=== TASK BRIEF ===
Reproduce the records word for word, apart from the images they contain.

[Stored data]
____
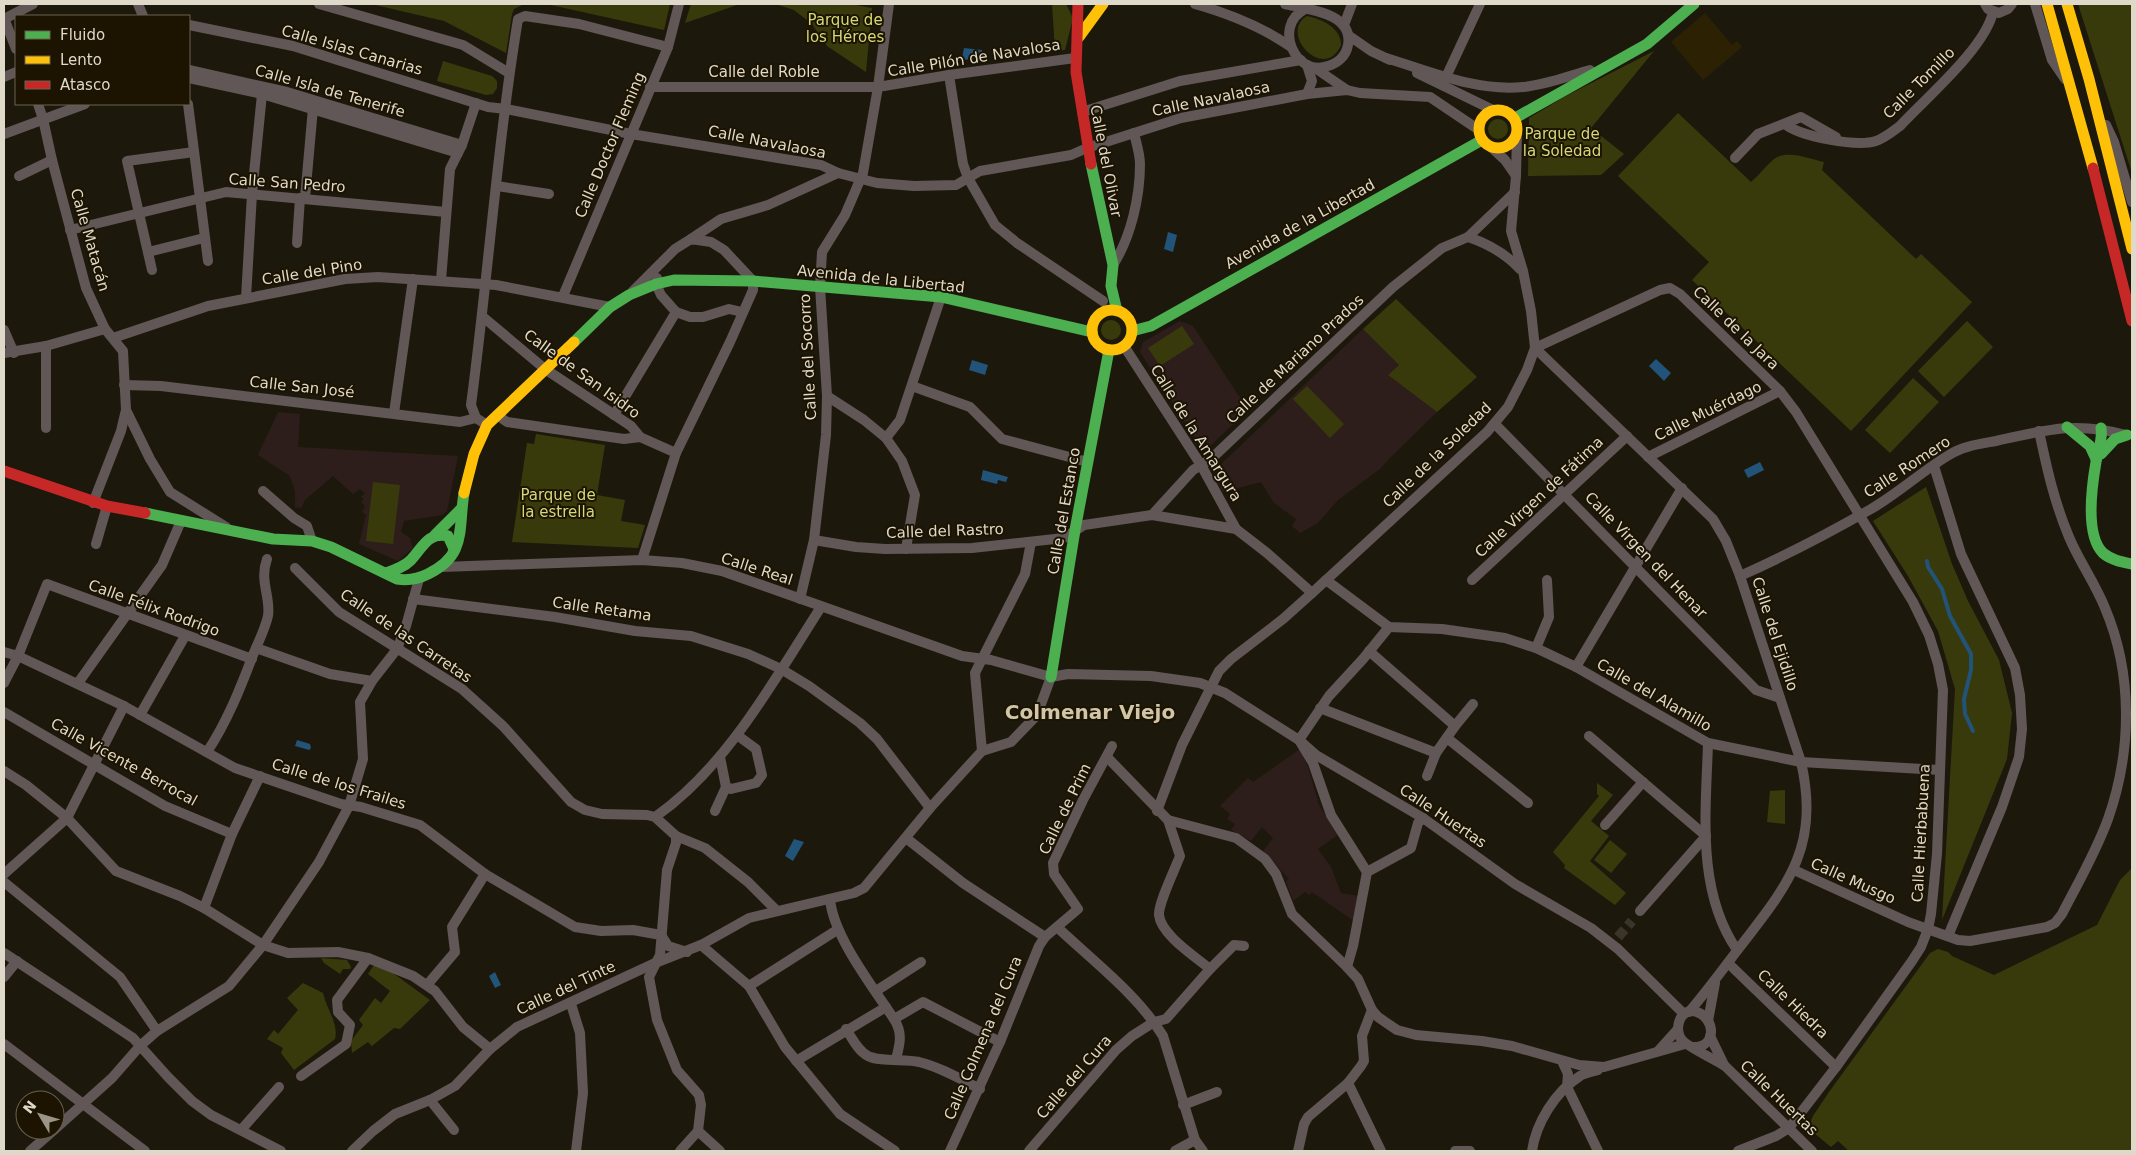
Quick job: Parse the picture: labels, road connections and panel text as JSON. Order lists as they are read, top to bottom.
{
  "streets": {
    "street": [
      "Calle Islas Canarias",
      "Calle Pilón de Navalosa",
      "Calle del Roble",
      "Calle Tomillo",
      "Calle Isla de Tenerife",
      "Calle Navalaosa",
      "Calle Doctor Fleming",
      "Calle del Olivar",
      "Calle San Pedro",
      "Avenida de la Libertad",
      "Calle Matacán",
      "Calle del Pino",
      "Calle de la Jara",
      "Calle del Socorro",
      "Calle de Mariano Prados",
      "Calle de San Isidro",
      "Calle San José",
      "Calle Muérdago",
      "Calle de la Amargura",
      "Calle de la Soledad",
      "Calle Romero",
      "Calle Virgen de Fátima",
      "Calle del Estanco",
      "Calle del Rastro",
      "Calle Virgen del Henar",
      "Calle Real",
      "Calle Félix Rodrigo",
      "Calle Retama",
      "Calle del Ejidillo",
      "Calle de las Carretas",
      "Calle del Alamillo",
      "Calle Vicente Berrocal",
      "Calle de los Frailes",
      "Calle de Prim",
      "Calle Huertas",
      "Calle Hierbabuena",
      "Calle Musgo",
      "Calle del Tinte",
      "Calle Hiedra",
      "Calle Colmena del Cura",
      "Calle del Cura"
    ]
  },
  "crossings": [
    ["Calle Islas Canarias", "Calle Navalaosa"],
    ["Calle Pilón de Navalosa", "Calle del Roble"],
    ["Calle Pilón de Navalosa", "Calle del Olivar"],
    ["Calle Pilón de Navalosa", "Calle del Socorro"],
    ["Calle del Roble", "Calle Doctor Fleming"],
    ["Calle del Roble", "Calle del Socorro"],
    ["Calle Navalaosa", "Calle Doctor Fleming"],
    ["Calle Navalaosa", "Calle del Olivar"],
    ["Calle Navalaosa", "Avenida de la Libertad"],
    ["Calle Navalaosa", "Calle del Socorro"],
    ["Calle Doctor Fleming", "Calle del Pino"],
    ["Calle del Olivar", "Avenida de la Libertad"],
    ["Calle del Olivar", "Calle de la Amargura"],
    ["Calle del Olivar", "Calle del Estanco"],
    ["Calle San Pedro", "Calle Matacán"],
    ["Avenida de la Libertad", "Calle del Pino"],
    ["Avenida de la Libertad", "Calle del Socorro"],
    ["Avenida de la Libertad", "Calle de San Isidro"],
    ["Avenida de la Libertad", "Calle de la Amargura"],
    ["Avenida de la Libertad", "Calle del Estanco"],
    ["Avenida de la Libertad", "Calle Real"],
    ["Calle Matacán", "Calle del Pino"],
    ["Calle Matacán", "Calle San José"],
    ["Calle de la Jara", "Calle Muérdago"],
    ["Calle de la Jara", "Calle de la Soledad"],
    ["Calle de la Jara", "Calle Romero"],
    ["Calle de la Jara", "Calle del Ejidillo"],
    ["Calle de la Jara", "Calle Hierbabuena"],
    ["Calle del Socorro", "Calle del Rastro"],
    ["Calle del Socorro", "Calle Real"],
    ["Calle de Mariano Prados", "Calle de la Amargura"],
    ["Calle de Mariano Prados", "Calle del Rastro"],
    ["Calle Muérdago", "Calle del Ejidillo"],
    ["Calle de la Amargura", "Calle de la Soledad"],
    ["Calle de la Amargura", "Calle del Estanco"],
    ["Calle de la Amargura", "Calle del Rastro"],
    ["Calle de la Soledad", "Calle Virgen del Henar"],
    ["Calle de la Soledad", "Calle del Ejidillo"],
    ["Calle de la Soledad", "Calle Huertas"],
    ["Calle Romero", "Calle del Ejidillo"],
    ["Calle Romero", "Calle Hierbabuena"],
    ["Calle Romero", "Calle Musgo"],
    ["Calle Virgen de Fátima", "Calle Virgen del Henar"],
    ["Calle Virgen de Fátima", "Calle del Ejidillo"],
    ["Calle del Estanco", "Calle del Rastro"],
    ["Calle del Estanco", "Calle Real"],
    ["Calle del Estanco", "Calle Huertas"],
    ["Calle Virgen del Henar", "Calle del Ejidillo"],
    ["Calle Real", "Calle Huertas"],
    ["Calle Félix Rodrigo", "Calle de los Frailes"],
    ["Calle Retama", "Calle del Tinte"],
    ["Calle del Ejidillo", "Calle del Alamillo"],
    ["Calle del Ejidillo", "Calle Huertas"],
    ["Calle del Ejidillo", "Calle Musgo"],
    ["Calle del Ejidillo", "Calle Hiedra"],
    ["Calle del Alamillo", "Calle Hierbabuena"],
    ["Calle Huertas", "Calle Hierbabuena"],
    ["Calle Hierbabuena", "Calle Musgo"],
    ["Calle Hierbabuena", "Calle Hiedra"]
  ],
  "districts": ["Colmenar Viejo"],
  "parks": ["Parque de los Héroes", "Parque de la Soledad", "Parque de la estrella"],
  "legend": ["Fluido", "Lento", "Atasco"],
  "north": "top left"
}
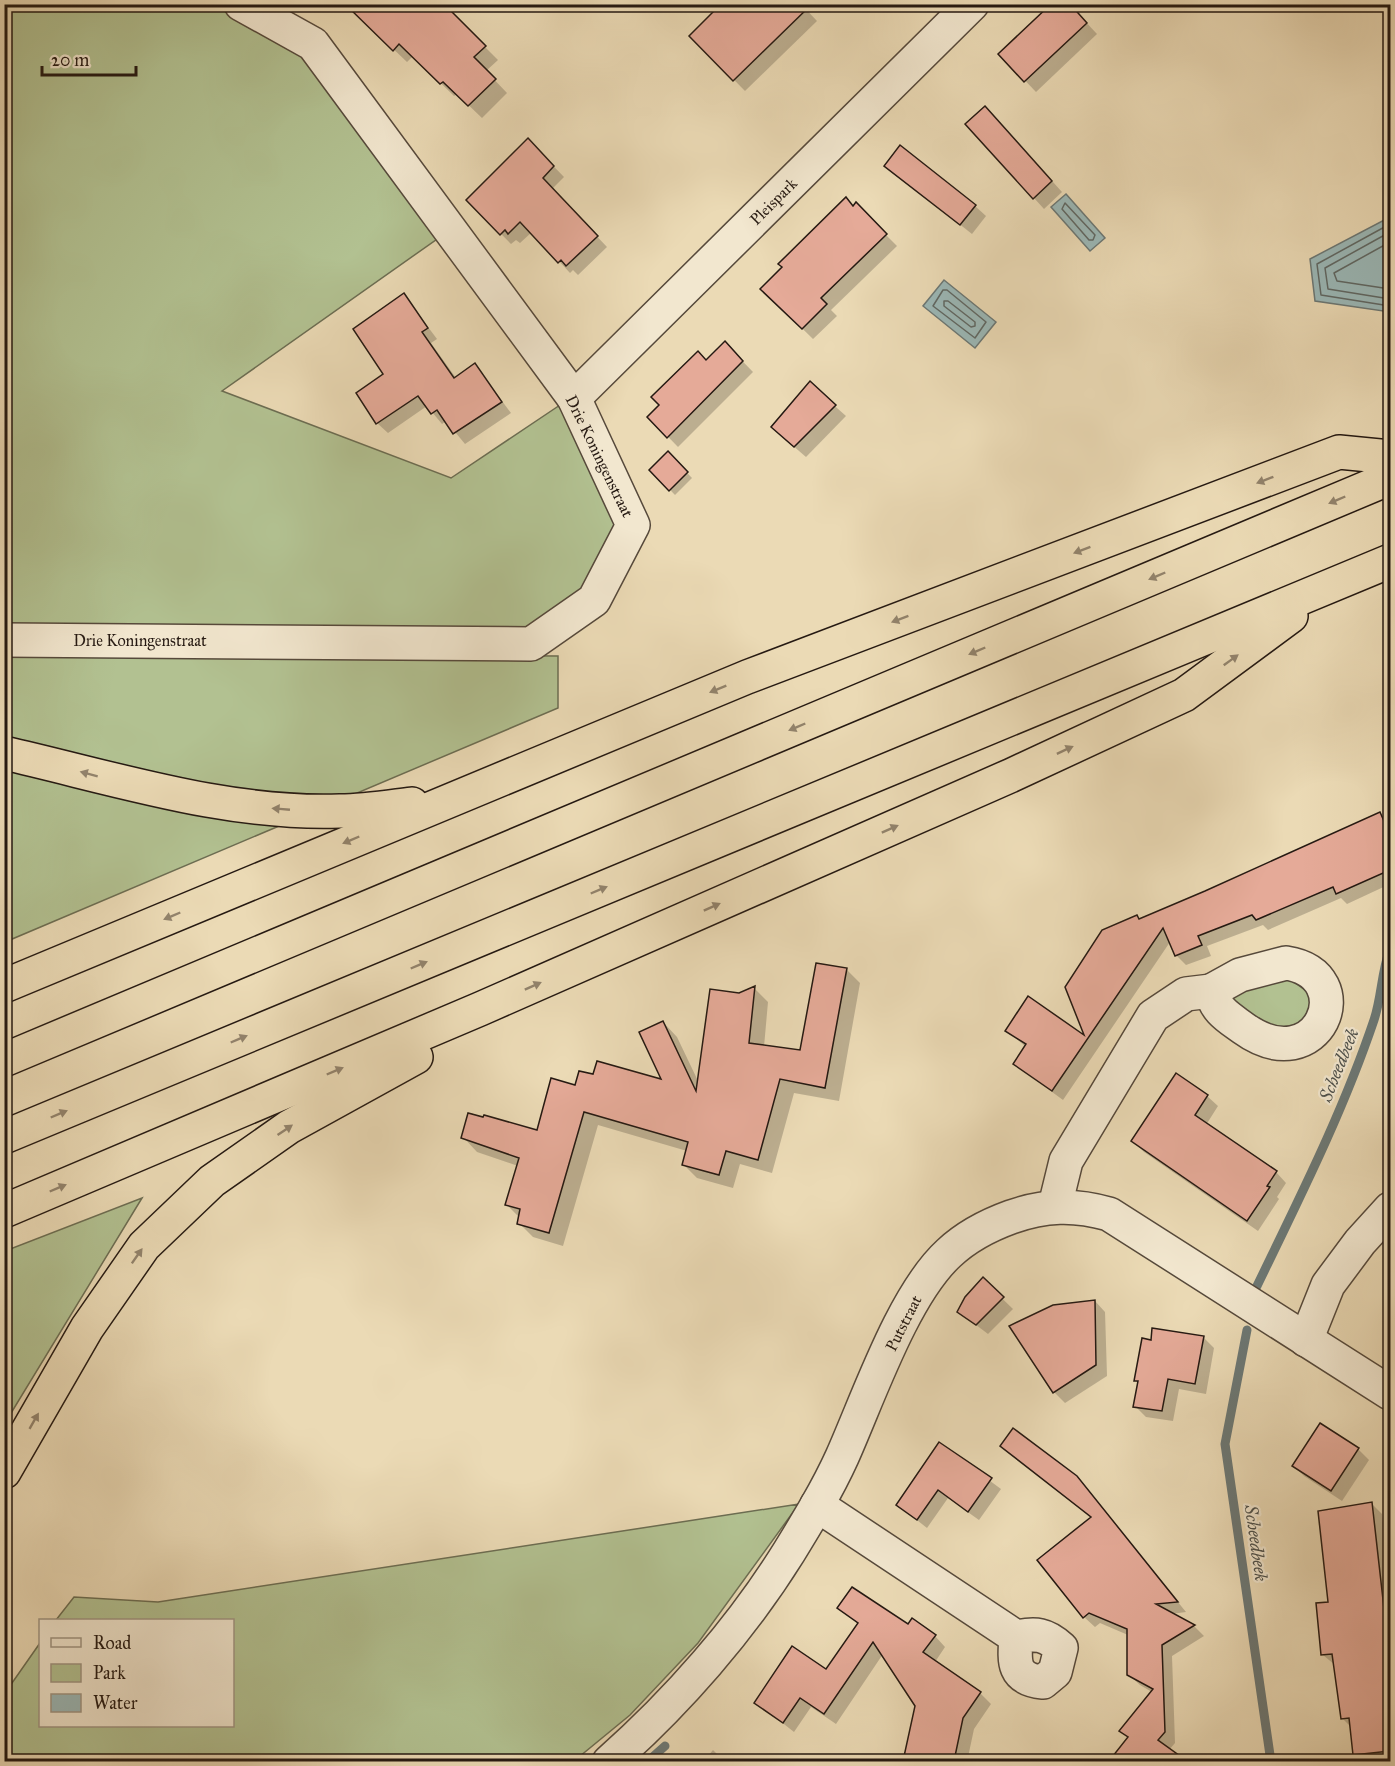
____
=== RESULT ===
Quick job: Parse the picture: labels, road connections and panel text as JSON. Order lists as they are read, top to bottom.
{
  "streets": {
    "street": [
      "Calle Islas Canarias",
      "Calle Pilón de Navalosa",
      "Calle del Roble",
      "Calle Tomillo",
      "Calle Isla de Tenerife",
      "Calle Navalaosa",
      "Calle Doctor Fleming",
      "Calle del Olivar",
      "Calle San Pedro",
      "Avenida de la Libertad",
      "Calle Matacán",
      "Calle del Pino",
      "Calle de la Jara",
      "Calle del Socorro",
      "Calle de Mariano Prados",
      "Calle de San Isidro",
      "Calle San José",
      "Calle Muérdago",
      "Calle de la Amargura",
      "Calle de la Soledad",
      "Calle Romero",
      "Calle Virgen de Fátima",
      "Calle del Estanco",
      "Calle del Rastro",
      "Calle Virgen del Henar",
      "Calle Real",
      "Calle Félix Rodrigo",
      "Calle Retama",
      "Calle del Ejidillo",
      "Calle de las Carretas",
      "Calle del Alamillo",
      "Calle Vicente Berrocal",
      "Calle de los Frailes",
      "Calle de Prim",
      "Calle Huertas",
      "Calle Hierbabuena",
      "Calle Musgo",
      "Calle del Tinte",
      "Calle Hiedra",
      "Calle Colmena del Cura",
      "Calle del Cura"
    ]
  },
  "crossings": [
    ["Calle Islas Canarias", "Calle Navalaosa"],
    ["Calle Pilón de Navalosa", "Calle del Roble"],
    ["Calle Pilón de Navalosa", "Calle del Olivar"],
    ["Calle Pilón de Navalosa", "Calle del Socorro"],
    ["Calle del Roble", "Calle Doctor Fleming"],
    ["Calle del Roble", "Calle del Socorro"],
    ["Calle Navalaosa", "Calle Doctor Fleming"],
    ["Calle Navalaosa", "Calle del Olivar"],
    ["Calle Navalaosa", "Avenida de la Libertad"],
    ["Calle Navalaosa", "Calle del Socorro"],
    ["Calle Doctor Fleming", "Calle del Pino"],
    ["Calle del Olivar", "Avenida de la Libertad"],
    ["Calle del Olivar", "Calle de la Amargura"],
    ["Calle del Olivar", "Calle del Estanco"],
    ["Calle San Pedro", "Calle Matacán"],
    ["Avenida de la Libertad", "Calle del Pino"],
    ["Avenida de la Libertad", "Calle del Socorro"],
    ["Avenida de la Libertad", "Calle de San Isidro"],
    ["Avenida de la Libertad", "Calle de la Amargura"],
    ["Avenida de la Libertad", "Calle del Estanco"],
    ["Avenida de la Libertad", "Calle Real"],
    ["Calle Matacán", "Calle del Pino"],
    ["Calle Matacán", "Calle San José"],
    ["Calle de la Jara", "Calle Muérdago"],
    ["Calle de la Jara", "Calle de la Soledad"],
    ["Calle de la Jara", "Calle Romero"],
    ["Calle de la Jara", "Calle del Ejidillo"],
    ["Calle de la Jara", "Calle Hierbabuena"],
    ["Calle del Socorro", "Calle del Rastro"],
    ["Calle del Socorro", "Calle Real"],
    ["Calle de Mariano Prados", "Calle de la Amargura"],
    ["Calle de Mariano Prados", "Calle del Rastro"],
    ["Calle Muérdago", "Calle del Ejidillo"],
    ["Calle de la Amargura", "Calle de la Soledad"],
    ["Calle de la Amargura", "Calle del Estanco"],
    ["Calle de la Amargura", "Calle del Rastro"],
    ["Calle de la Soledad", "Calle Virgen del Henar"],
    ["Calle de la Soledad", "Calle del Ejidillo"],
    ["Calle de la Soledad", "Calle Huertas"],
    ["Calle Romero", "Calle del Ejidillo"],
    ["Calle Romero", "Calle Hierbabuena"],
    ["Calle Romero", "Calle Musgo"],
    ["Calle Virgen de Fátima", "Calle Virgen del Henar"],
    ["Calle Virgen de Fátima", "Calle del Ejidillo"],
    ["Calle del Estanco", "Calle del Rastro"],
    ["Calle del Estanco", "Calle Real"],
    ["Calle del Estanco", "Calle Huertas"],
    ["Calle Virgen del Henar", "Calle del Ejidillo"],
    ["Calle Real", "Calle Huertas"],
    ["Calle Félix Rodrigo", "Calle de los Frailes"],
    ["Calle Retama", "Calle del Tinte"],
    ["Calle del Ejidillo", "Calle del Alamillo"],
    ["Calle del Ejidillo", "Calle Huertas"],
    ["Calle del Ejidillo", "Calle Musgo"],
    ["Calle del Ejidillo", "Calle Hiedra"],
    ["Calle del Alamillo", "Calle Hierbabuena"],
    ["Calle Huertas", "Calle Hierbabuena"],
    ["Calle Hierbabuena", "Calle Musgo"],
    ["Calle Hierbabuena", "Calle Hiedra"]
  ],
  "districts": ["Colmenar Viejo"],
  "parks": ["Parque de los Héroes", "Parque de la Soledad", "Parque de la estrella"],
  "legend": ["Fluido", "Lento", "Atasco"],
  "north": "top left"
}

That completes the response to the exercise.